A Arábia Saudita não está sozinha, de acordo com Natalie Jones, que acompanha as negociações climáticas como observadora da organização sem fins lucrativos Instituto Internacional para o Desenvolvimento Sustentável. Em sessões de negociação anteriores, Jones postou nas redes sociais, a China e o Grupo Árabe queriam eliminar todo o texto relativo à eliminação progressiva dos combustíveis fósseis, enquanto a Rússia e o Iraque propuseram adicionar texto sobre “o gás natural como combustível de transição”. A Rússia está agora registada como opositora à meta amplamente apoiada de triplicar a produção global de energia renovável até 2030.
A China também propôs uma redação sobre “reconhecer o importante papel dos FF na facilitação da transição energética e, ao mesmo tempo, garantir a segurança energética”, disse Jones. “Segurança energética”, acrescentou ela, é entendida como um código para a construção de novas infra-estruturas de gás de longa duração que não estejam alinhadas com caminhos para limitar o aquecimento perto de 1,5 graus Celsius.
Boas dicas
Mas o relatório sobre pontos de viragem, da autoria de uma equipa internacional de 200 cientistas, também discute pontos de viragem económicos e sociais que poderiam “permitir mudanças transformadoras positivas” que são agora desejadas pela maioria dos países, disse o coautor. Johan Rockstromdiretor do Instituto Potsdam para Pesquisa de Impacto Climático.
“Já estamos vendo isso no sistema energético”, disse ele. “Isto é fundamental, deve acelerar a eliminação progressiva dos combustíveis fósseis e a mudança para energias renováveis. Estou particularmente interessado na implementação em larga escala de sistemas de transporte público sustentáveis e acessíveis. Precisamos pensar não apenas no sistema energético, mas também nos sistemas de transporte”, disse ele.
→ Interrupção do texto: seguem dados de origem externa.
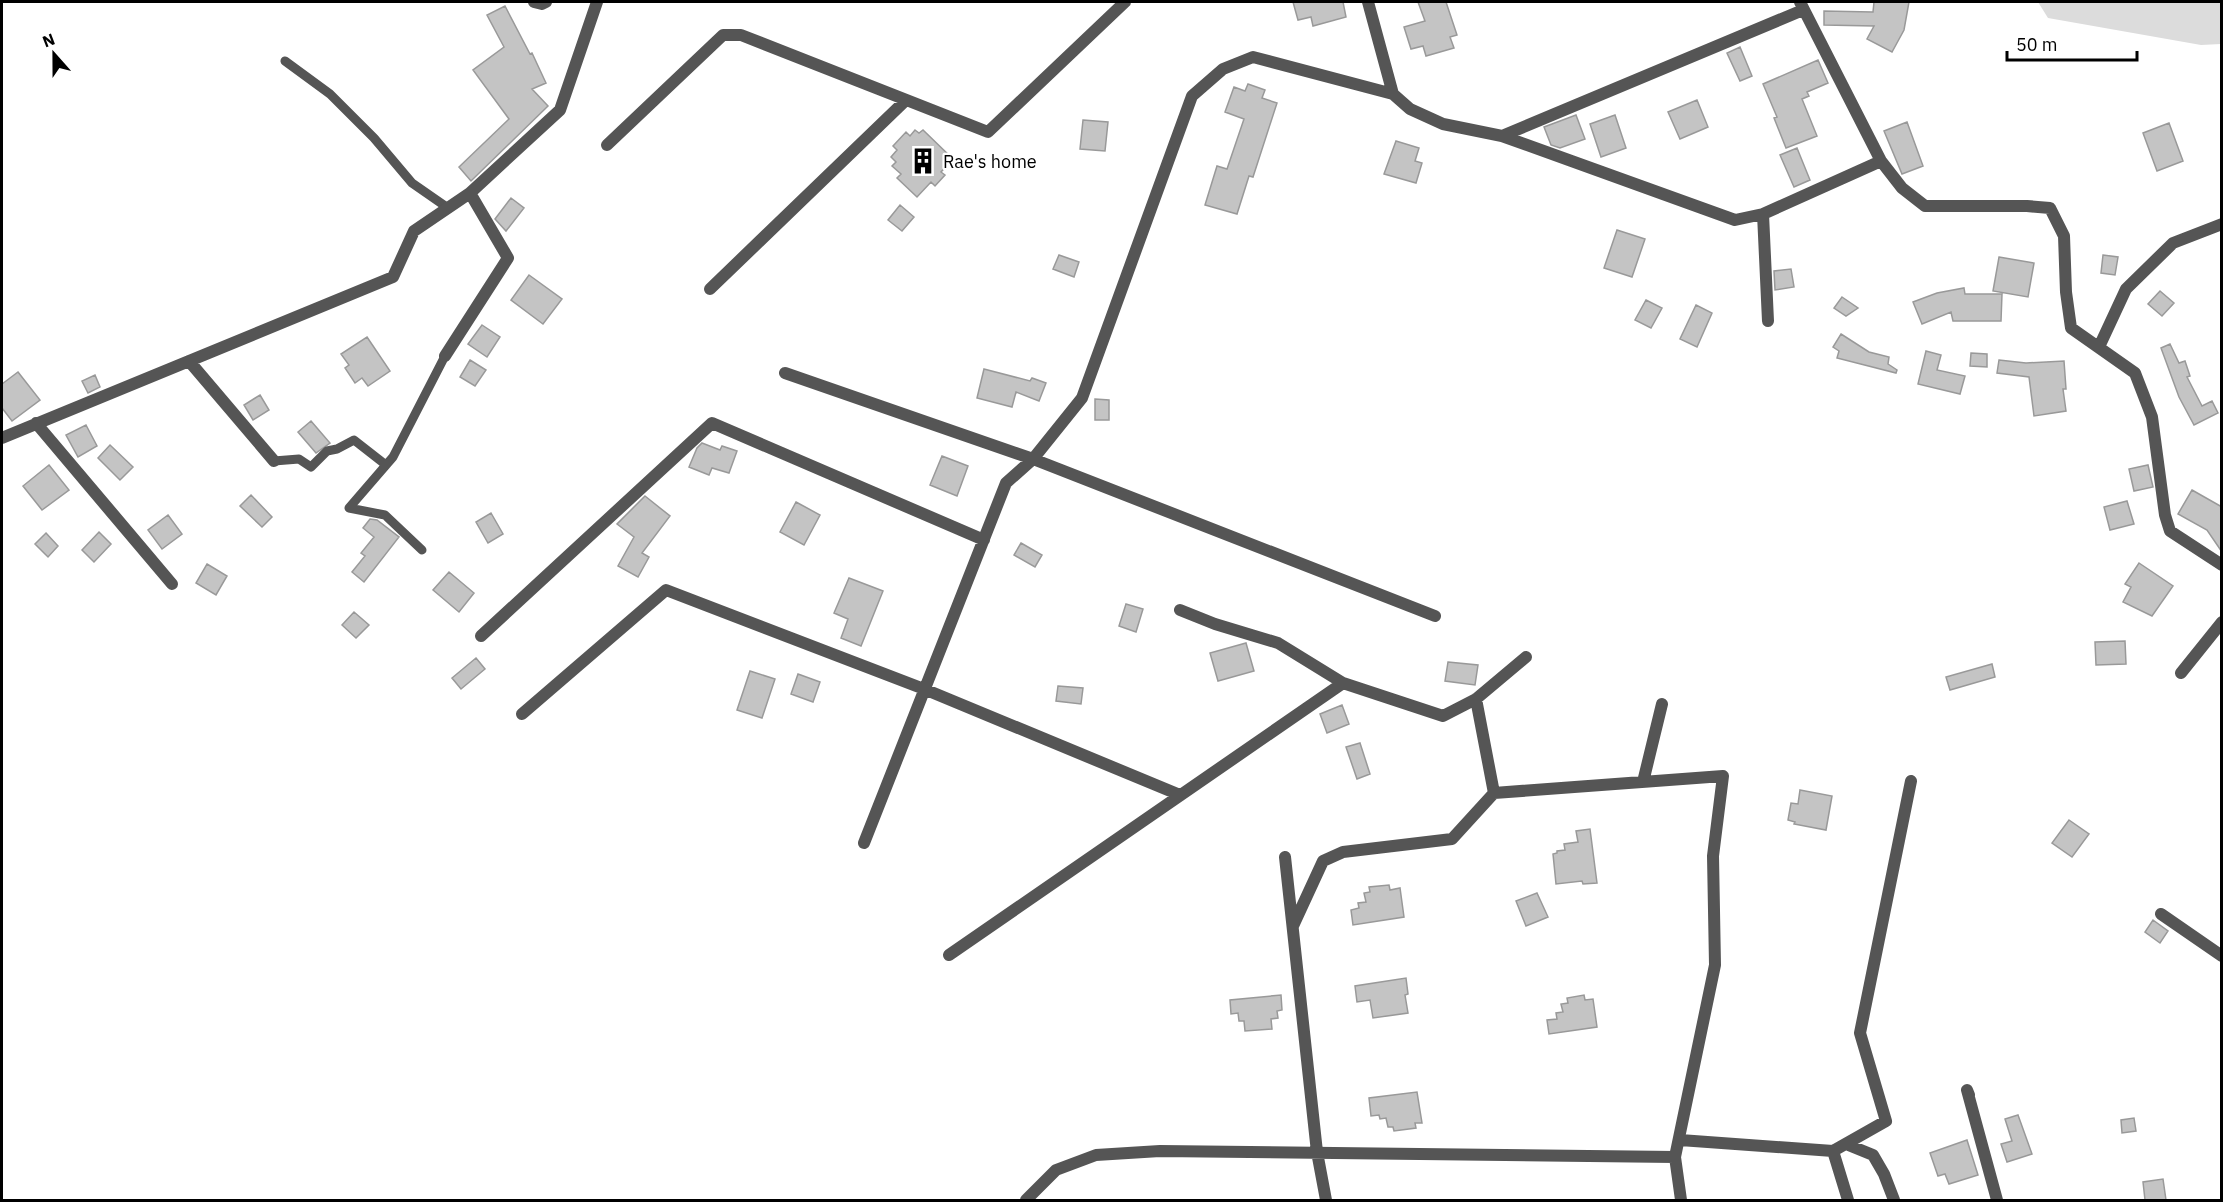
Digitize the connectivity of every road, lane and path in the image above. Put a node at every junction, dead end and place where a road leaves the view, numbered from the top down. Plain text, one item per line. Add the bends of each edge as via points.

O sistema alimentar global é outra área crítica que necessita de mudanças transformacionais, acrescentou.
“Há muito tempo que sabemos que precisamos de reconfigurá-lo, não apenas do ponto de vista climático, mas também do ponto de vista do uso dos solos, da biodiversidade e dos oceanos.”
Rockstöm disse que o setor financeiro é outro sistema importante onde são possíveis pontos de inflexão positivos.
“Se pensarmos em afastar os investimentos de capital das atividades de erosão da natureza, ou em transformar processos prejudiciais em processos restauradores mais positivos para a natureza, penso que é aí que temos um grande potencial para pontos de inflexão positivos em cascata”, disse ele. “É definitivamente uma oportunidade de realmente ver o tipo de mudança transformadora de que precisamos.”
Assim como os pontos de inflexão do sistema Terra, os pontos de inflexão sociais também podem se combinar e acelerar uns aos outros, acrescentou o coautor Steve Smith, pesquisador de pontos de inflexão da Universidade de Exeter.
“Por exemplo, à medida que ultrapassamos o ponto de inflexão em que os veículos eléctricos se tornam a forma dominante de transporte rodoviário, a tecnologia das baterias continua a ficar melhor e mais barata”, disse ele. “Que
poderia desencadear outro ponto de viragem positivo na utilização de baterias para armazenamento de energia renovável, reforçando outro na utilização de bombas de calor nas nossas casas, e assim por diante.”
Smith disse que muitas partes da sociedade têm potencial para serem influenciadas desta forma, incluindo a política, as normas sociais e as mentalidades.
“A história humana está repleta de exemplos de mudanças sociais e tecnológicas abruptas”, disse ele. “Aprendendo com estes exemplos, devemos mudar o nosso foco de mudanças incrementais para ações transformadoras para inclinar as probabilidades a nosso favor.”